St. Pete is a preferred destination, and here’s why: Nearly all roller derby jams — women’s, men’s and intra-sex — are played on flat oval tracks. Thanks to Murder Ride, Deadly Rival has one of only nine banked (raised and sloped) tracks in the United States.
“The sound of the athletes rolling on the track alone creates excitement,” Murder enthuses. “It's also a much more difficult game to play, because we have to learn to skate on an elevated incline and stay controlled to hit one another without tripping — tripping is considered a penalty. We also have to learn to slow down at higher speeds more quickly.”
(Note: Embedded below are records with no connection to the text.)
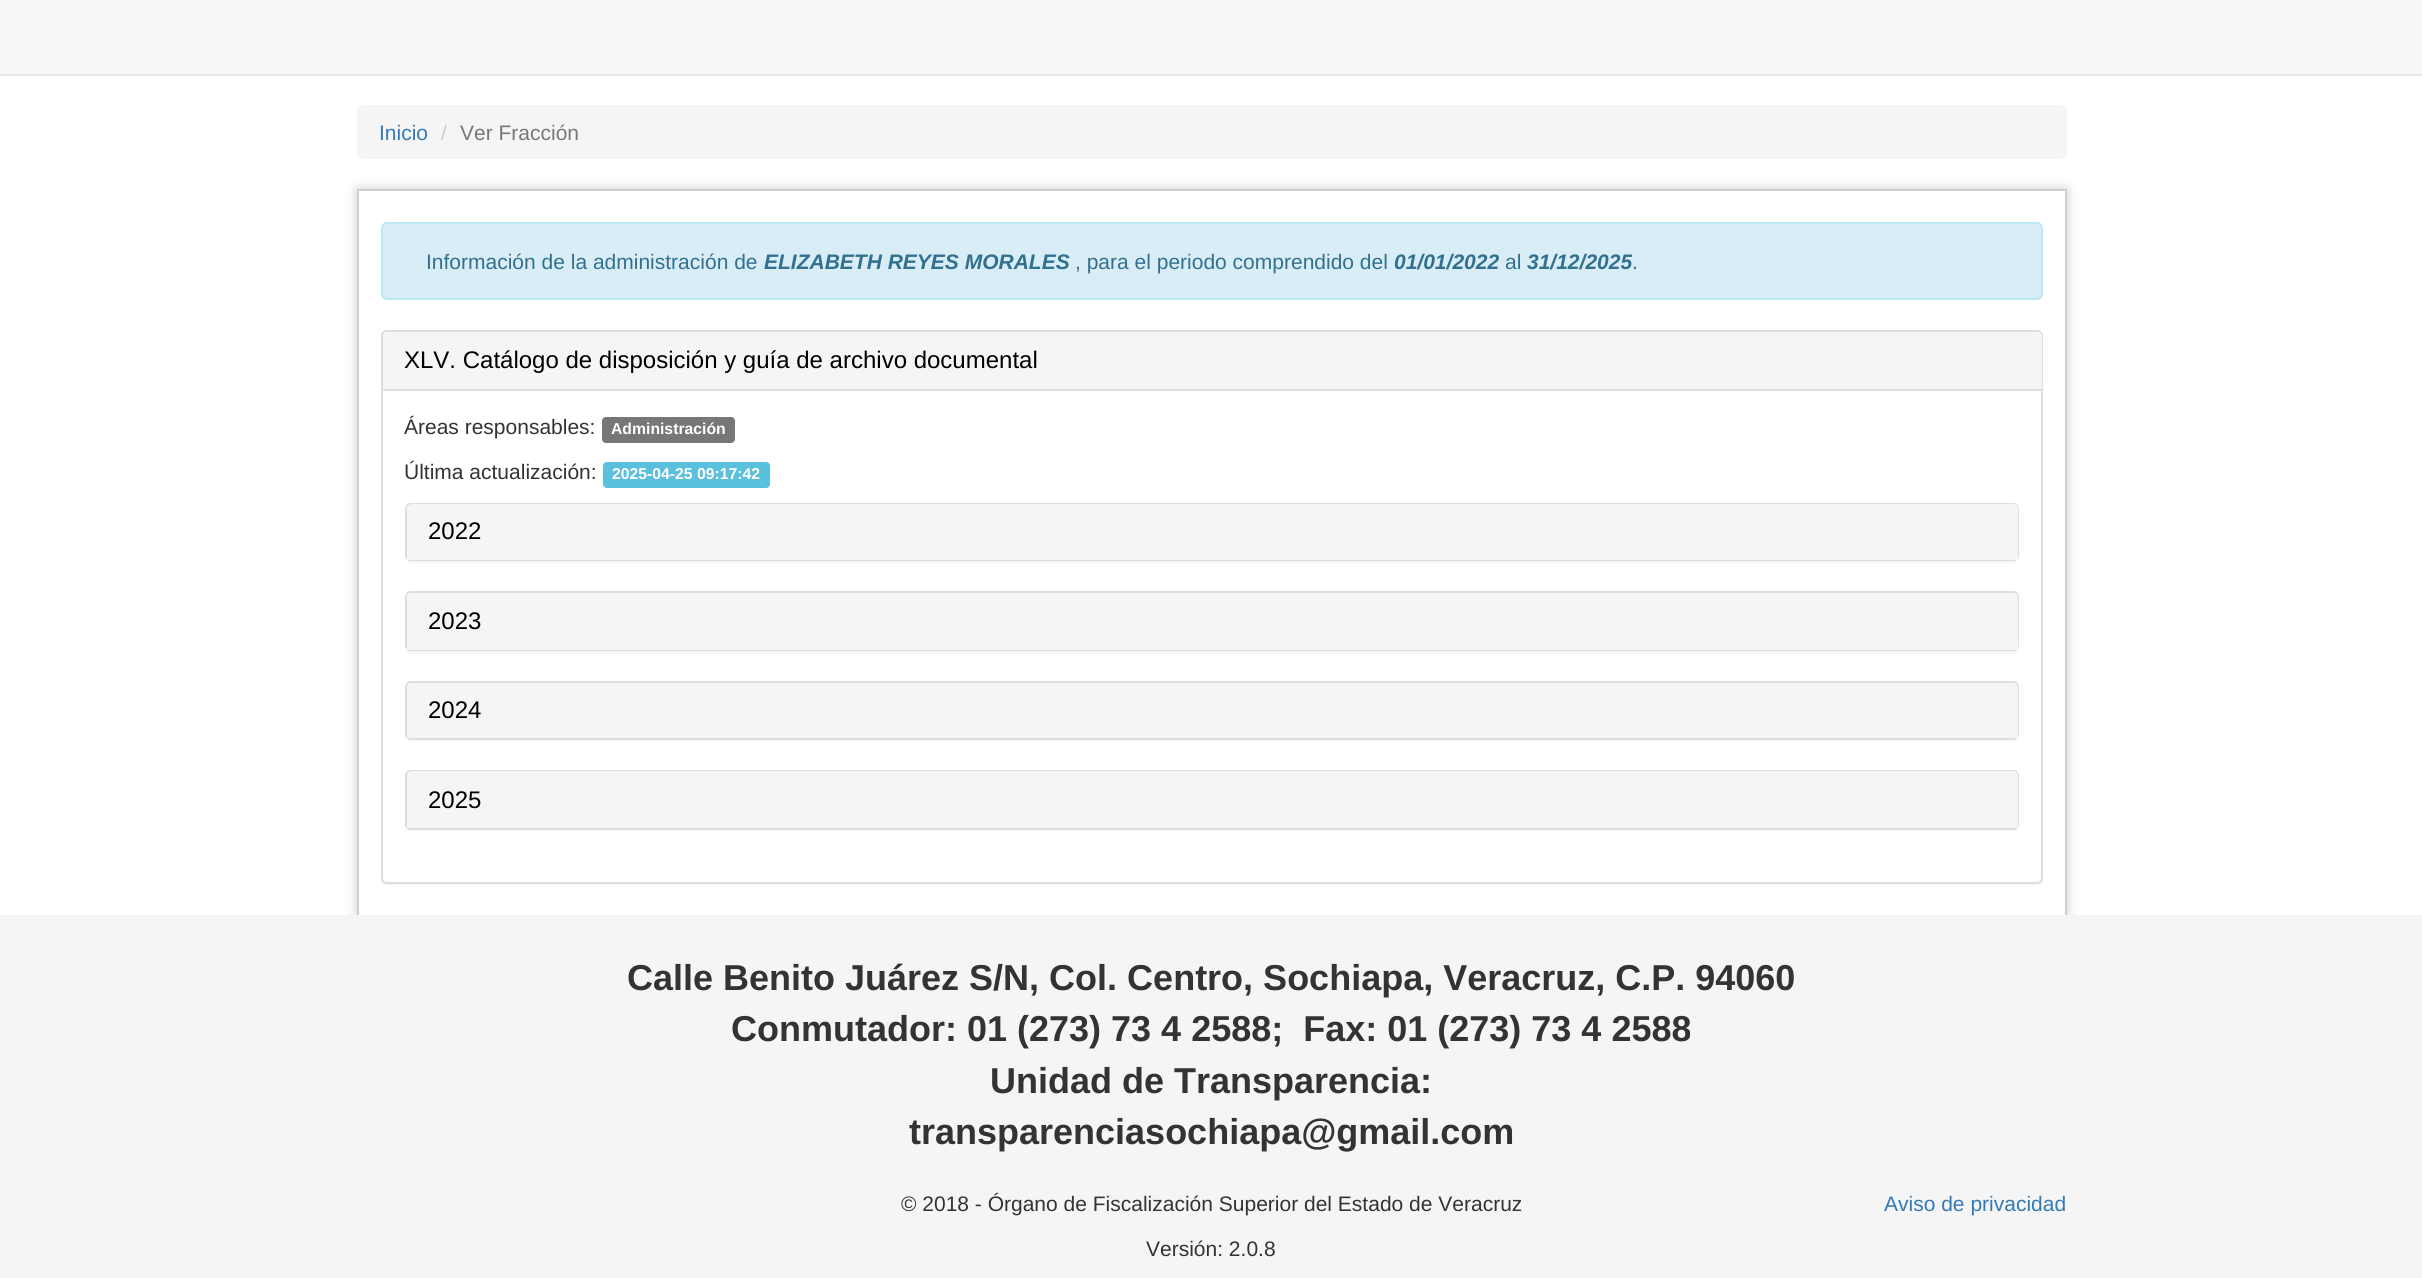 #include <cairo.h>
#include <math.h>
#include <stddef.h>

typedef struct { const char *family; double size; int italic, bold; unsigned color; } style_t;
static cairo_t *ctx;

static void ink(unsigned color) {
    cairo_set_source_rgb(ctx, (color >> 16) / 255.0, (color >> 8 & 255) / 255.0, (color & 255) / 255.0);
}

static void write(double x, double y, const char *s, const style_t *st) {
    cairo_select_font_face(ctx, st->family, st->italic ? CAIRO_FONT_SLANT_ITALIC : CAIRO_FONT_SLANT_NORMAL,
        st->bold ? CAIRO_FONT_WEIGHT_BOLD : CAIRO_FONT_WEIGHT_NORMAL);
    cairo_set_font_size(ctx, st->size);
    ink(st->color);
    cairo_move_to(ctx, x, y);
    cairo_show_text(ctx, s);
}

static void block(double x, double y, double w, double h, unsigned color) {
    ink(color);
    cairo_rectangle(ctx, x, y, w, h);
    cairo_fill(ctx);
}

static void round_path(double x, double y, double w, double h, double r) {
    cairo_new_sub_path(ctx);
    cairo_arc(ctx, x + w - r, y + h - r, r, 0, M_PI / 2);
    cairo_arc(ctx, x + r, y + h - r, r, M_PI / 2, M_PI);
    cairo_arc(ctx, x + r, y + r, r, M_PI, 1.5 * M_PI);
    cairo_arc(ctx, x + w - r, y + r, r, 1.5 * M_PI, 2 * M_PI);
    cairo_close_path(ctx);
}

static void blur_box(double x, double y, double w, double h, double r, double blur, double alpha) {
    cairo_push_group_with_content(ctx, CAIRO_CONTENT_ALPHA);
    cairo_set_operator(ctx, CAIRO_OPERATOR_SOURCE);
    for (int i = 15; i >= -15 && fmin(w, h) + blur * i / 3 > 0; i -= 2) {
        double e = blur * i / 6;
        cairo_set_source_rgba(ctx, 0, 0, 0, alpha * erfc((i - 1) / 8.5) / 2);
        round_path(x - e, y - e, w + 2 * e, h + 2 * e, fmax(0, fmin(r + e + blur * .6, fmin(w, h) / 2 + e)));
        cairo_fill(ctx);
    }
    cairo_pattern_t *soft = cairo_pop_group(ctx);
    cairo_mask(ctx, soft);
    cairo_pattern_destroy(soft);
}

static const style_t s1 = {"Liberation Sans", 21, 0, 0, 0x337ab7};
static const style_t s2 = {"Liberation Sans", 21, 0, 0, 0xcccccc};
static const style_t s3 = {"Liberation Sans", 21, 0, 0, 0x777777};
static const style_t s4 = {"Liberation Sans", 21, 0, 0, 0x31708f};
static const style_t s5 = {"Liberation Sans", 21, 1, 1, 0x31708f};
static const style_t s6 = {"Liberation Sans", 24, 0, 0, 0x000000};
static const style_t s7 = {"Liberation Sans", 21, 0, 0, 0x333333};
static const style_t s8 = {"Liberation Sans", 15.75, 0, 1, 0xffffff};
static const style_t s9 = {"Liberation Sans", 36, 0, 1, 0x333333};

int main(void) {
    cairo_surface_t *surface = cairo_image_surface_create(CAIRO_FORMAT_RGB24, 2422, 1278);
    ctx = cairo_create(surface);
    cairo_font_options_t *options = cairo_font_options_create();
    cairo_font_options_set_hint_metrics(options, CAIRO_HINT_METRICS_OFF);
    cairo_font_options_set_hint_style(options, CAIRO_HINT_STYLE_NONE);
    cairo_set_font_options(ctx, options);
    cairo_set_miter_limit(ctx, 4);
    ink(0xffffff);
    cairo_paint(ctx);
    block(0, 0, 2422, 74, 0xf8f8f8);
    block(0, 74, 2422, 2, 0xe7e7e7);
    ink(0xf5f5f5);
    round_path(357, 105, 1710, 54, 6);
    cairo_fill(ctx);
    write(379, 140, "Inicio", &s1);
    write(441, 140, "/", &s2);
    write(460, 140, "Ver Fracción", &s3);
    cairo_save(ctx);
    cairo_set_fill_rule(ctx, CAIRO_FILL_RULE_EVEN_ODD);
    cairo_new_path(ctx);
    cairo_move_to(ctx, 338, 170);
    cairo_line_to(ctx, 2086, 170);
    cairo_line_to(ctx, 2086, 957);
    cairo_line_to(ctx, 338, 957);
    cairo_close_path(ctx);
    cairo_move_to(ctx, 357, 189);
    cairo_line_to(ctx, 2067, 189);
    cairo_line_to(ctx, 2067, 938);
    cairo_line_to(ctx, 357, 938);
    cairo_close_path(ctx);
    cairo_clip(ctx);
    ink(0xd0d0d0);
    blur_box(357, 189, 1710, 749, 0, 6, 1);
    cairo_restore(ctx);
    cairo_rectangle(ctx, 358, 190, 1708, 747);
    ink(0xd0d0d0);
    cairo_stroke(ctx);
    ink(0xd9edf7);
    round_path(382, 223, 1660, 76, 5);
    cairo_fill_preserve(ctx);
    ink(0xbce8f1);
    cairo_stroke(ctx);
    write(426, 269, "Información de la administración de", &s4);
    write(764, 269, "ELIZABETH REYES MORALES", &s5);
    write(1075, 269, ", para el periodo comprendido del", &s4);
    write(1394, 269, "01/01/2022", &s5);
    write(1505, 269, "al", &s4);
    write(1527, 269, "31/12/2025", &s5);
    write(1632, 269, ".", &s4);
    ink(0x000000);
    blur_box(381, 332, 1662, 553, 6, 1, 0.05);
    ink(0xffffff);
    round_path(382, 331, 1660, 552, 5);
    cairo_fill_preserve(ctx);
    ink(0xdddddd);
    cairo_stroke(ctx);
    ink(0xf5f5f5);
    cairo_new_path(ctx);
    cairo_move_to(ctx, 388, 332);
    cairo_line_to(ctx, 2037, 332);
    cairo_curve_to(ctx, 2040, 332, 2042, 334, 2042, 337);
    cairo_line_to(ctx, 2042, 390);
    cairo_line_to(ctx, 383, 390);
    cairo_line_to(ctx, 383, 337);
    cairo_curve_to(ctx, 383, 334, 385, 332, 388, 332);
    cairo_close_path(ctx);
    cairo_fill(ctx);
    block(383, 389, 1659, 2, 0xdddddd);
    write(404, 368, "XLV. Catálogo de disposición y guía de archivo documental", &s6);
    write(404, 434, "Áreas responsables:", &s7);
    ink(0x777777);
    round_path(602, 417, 133, 26, 4);
    cairo_fill(ctx);
    write(611, 434, "Administración", &s8);
    write(404, 479, "Última actualización:", &s7);
    ink(0x5bc0de);
    round_path(603, 462, 167, 26, 4);
    cairo_fill(ctx);
    write(612, 479, "2025-04-25 09:17:42", &s8);
    ink(0x000000);
    blur_box(405, 504, 1614, 59, 6, 1, 0.05);
    round_path(406, 504, 1612, 56, 5);
    ink(0xdddddd);
    cairo_stroke(ctx);
    ink(0xf5f5f5);
    cairo_new_path(ctx);
    cairo_move_to(ctx, 412, 504);
    cairo_line_to(ctx, 2013, 504);
    cairo_curve_to(ctx, 2016, 504, 2018, 506, 2018, 509);
    cairo_line_to(ctx, 2018, 560);
    cairo_line_to(ctx, 407, 560);
    cairo_line_to(ctx, 407, 509);
    cairo_curve_to(ctx, 407, 506, 409, 504, 412, 504);
    cairo_close_path(ctx);
    cairo_fill(ctx);
    write(428, 539, "2022", &s6);
    ink(0x000000);
    blur_box(405, 593, 1614, 60, 6, 1, 0.05);
    ink(0xffffff);
    round_path(406, 592, 1612, 58, 5);
    cairo_fill_preserve(ctx);
    ink(0xdddddd);
    cairo_stroke(ctx);
    ink(0xf5f5f5);
    cairo_new_path(ctx);
    cairo_move_to(ctx, 412, 593);
    cairo_line_to(ctx, 2013, 593);
    cairo_curve_to(ctx, 2016, 593, 2018, 595, 2018, 598);
    cairo_line_to(ctx, 2018, 650);
    cairo_line_to(ctx, 407, 650);
    cairo_line_to(ctx, 407, 598);
    cairo_curve_to(ctx, 407, 595, 409, 593, 412, 593);
    cairo_close_path(ctx);
    cairo_fill(ctx);
    write(428, 629, "2023", &s6);
    ink(0x000000);
    blur_box(405, 683, 1614, 58, 6, 1, 0.05);
    ink(0xffffff);
    round_path(406, 682, 1612, 57, 5);
    cairo_fill_preserve(ctx);
    ink(0xdddddd);
    cairo_stroke(ctx);
    ink(0xf5f5f5);
    cairo_new_path(ctx);
    cairo_move_to(ctx, 412, 683);
    cairo_line_to(ctx, 2013, 683);
    cairo_curve_to(ctx, 2016, 683, 2018, 685, 2018, 688);
    cairo_line_to(ctx, 2018, 738);
    cairo_line_to(ctx, 407, 738);
    cairo_line_to(ctx, 407, 688);
    cairo_curve_to(ctx, 407, 685, 409, 683, 412, 683);
    cairo_close_path(ctx);
    cairo_fill(ctx);
    write(428, 718, "2024", &s6);
    ink(0x000000);
    blur_box(405, 771, 1614, 60, 6, 1, 0.05);
    round_path(406, 771, 1612, 58, 5);
    ink(0xdddddd);
    cairo_stroke(ctx);
    ink(0xf5f5f5);
    cairo_new_path(ctx);
    cairo_move_to(ctx, 412, 771);
    cairo_line_to(ctx, 2013, 771);
    cairo_curve_to(ctx, 2016, 771, 2018, 773, 2018, 776);
    cairo_line_to(ctx, 2018, 828);
    cairo_line_to(ctx, 407, 828);
    cairo_line_to(ctx, 407, 776);
    cairo_curve_to(ctx, 407, 773, 409, 771, 412, 771);
    cairo_close_path(ctx);
    cairo_fill(ctx);
    write(428, 808, "2025", &s6);
    block(0, 915, 2422, 363, 0xf5f5f5);
    write(627, 990, "Calle Benito Juárez S/N, Col. Centro, Sochiapa, Veracruz, C.P. 94060", &s9);
    write(731, 1041, "Conmutador: 01 (273) 73 4 2588;  Fax: 01 (273) 73 4 2588", &s9);
    write(990, 1093, "Unidad de Transparencia:", &s9);
    write(909, 1144, "transparenciasochiapa@gmail.com", &s9);
    write(901, 1211, "© 2018 - Órgano de Fiscalización Superior del Estado de Veracruz", &s7);
    write(1146, 1256, "Versión: 2.0.8", &s7);
    write(1884, 1211, "Aviso de privacidad", &s1);
    cairo_surface_write_to_png(surface, "screenshot.png");
    cairo_font_options_destroy(options);
    cairo_destroy(ctx);
    cairo_surface_destroy(surface);
    return 0;
}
Murder paid for the Kitten Traxx-crafted track herself. Deadly Rival’s bills — including rent for the Slayground, inside an industrial warehouse in St. Pete’s Lealman district — are paid through players’ monthly dues, tickets sales, sponsorships and fundraising events.
The ladies pay for their own skates, helmets, gloves and padding.
Murder Ride has created a family, a tribe, a sisterhood. And, in some sense, an Island of Misfit Toys. “You always hear ‘roller derby’s empowering to women, blah blah blah’ — I think that’s bullshit, honestly,” she says. “It actually breaks you down. You’re falling in front of people you don’t know. You need to be pretty humble — you’re training for something that’s really hard — and you need to suck it up. You have to learn how to find confidence where you’ve never had it, and it helps you develop in every aspect of your life.”
For 18-year-old rookie Taylor Kimberly, who joined the team last September, Deadly Rival has been a godsend.
“I moved from Michigan down to St. Pete, and I didn’t know anybody,” she explains. “So I looked online to see if there were any groups that I could join. Just to get a little bit more social. And I found the Slayground. And I found my girls!”
Incredibly, Kimberly had never been on roller skates. But Murder and the others taught her, and they taught her the rules of the game, and now she’s one of the team’s most promising newcomers.
As was the custom, she chose her own skater name, Wolfenit. Everybody calls her Wolfie.
“This is all about energy, not aggression,” Wolfie says. “We don’t want to hurt each other, because we’re a family, and we all love each other. But it’s all in good fun. We’re a family that hits each other.”